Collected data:
────────────────────

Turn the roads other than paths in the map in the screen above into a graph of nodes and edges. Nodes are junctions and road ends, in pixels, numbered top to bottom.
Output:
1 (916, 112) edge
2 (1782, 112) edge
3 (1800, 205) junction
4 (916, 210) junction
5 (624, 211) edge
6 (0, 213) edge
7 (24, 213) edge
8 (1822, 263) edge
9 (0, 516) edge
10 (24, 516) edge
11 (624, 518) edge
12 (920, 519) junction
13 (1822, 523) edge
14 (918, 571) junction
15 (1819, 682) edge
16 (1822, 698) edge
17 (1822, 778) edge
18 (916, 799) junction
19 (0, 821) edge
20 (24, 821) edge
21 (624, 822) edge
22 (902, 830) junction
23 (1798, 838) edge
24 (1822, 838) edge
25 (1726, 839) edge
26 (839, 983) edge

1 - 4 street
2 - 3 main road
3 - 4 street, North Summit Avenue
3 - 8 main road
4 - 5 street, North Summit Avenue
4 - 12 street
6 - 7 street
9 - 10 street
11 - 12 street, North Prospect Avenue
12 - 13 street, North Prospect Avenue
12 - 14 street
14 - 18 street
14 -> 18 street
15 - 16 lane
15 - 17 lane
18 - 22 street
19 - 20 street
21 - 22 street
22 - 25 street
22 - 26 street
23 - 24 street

────────────────────

▶ Task prompt:
The response must be an exact reproduction of all the entries.

▶ Reply:
Turn the roads other than paths in the map in the screen above into a graph of nodes and edges. Nodes are junctions and road ends, in pixels, numbered top to bottom.
Output:
1 (916, 112) edge
2 (1782, 112) edge
3 (1800, 205) junction
4 (916, 210) junction
5 (624, 211) edge
6 (0, 213) edge
7 (24, 213) edge
8 (1822, 263) edge
9 (0, 516) edge
10 (24, 516) edge
11 (624, 518) edge
12 (920, 519) junction
13 (1822, 523) edge
14 (918, 571) junction
15 (1819, 682) edge
16 (1822, 698) edge
17 (1822, 778) edge
18 (916, 799) junction
19 (0, 821) edge
20 (24, 821) edge
21 (624, 822) edge
22 (902, 830) junction
23 (1798, 838) edge
24 (1822, 838) edge
25 (1726, 839) edge
26 (839, 983) edge

1 - 4 street
2 - 3 main road
3 - 4 street, North Summit Avenue
3 - 8 main road
4 - 5 street, North Summit Avenue
4 - 12 street
6 - 7 street
9 - 10 street
11 - 12 street, North Prospect Avenue
12 - 13 street, North Prospect Avenue
12 - 14 street
14 - 18 street
14 -> 18 street
15 - 16 lane
15 - 17 lane
18 - 22 street
19 - 20 street
21 - 22 street
22 - 25 street
22 - 26 street
23 - 24 street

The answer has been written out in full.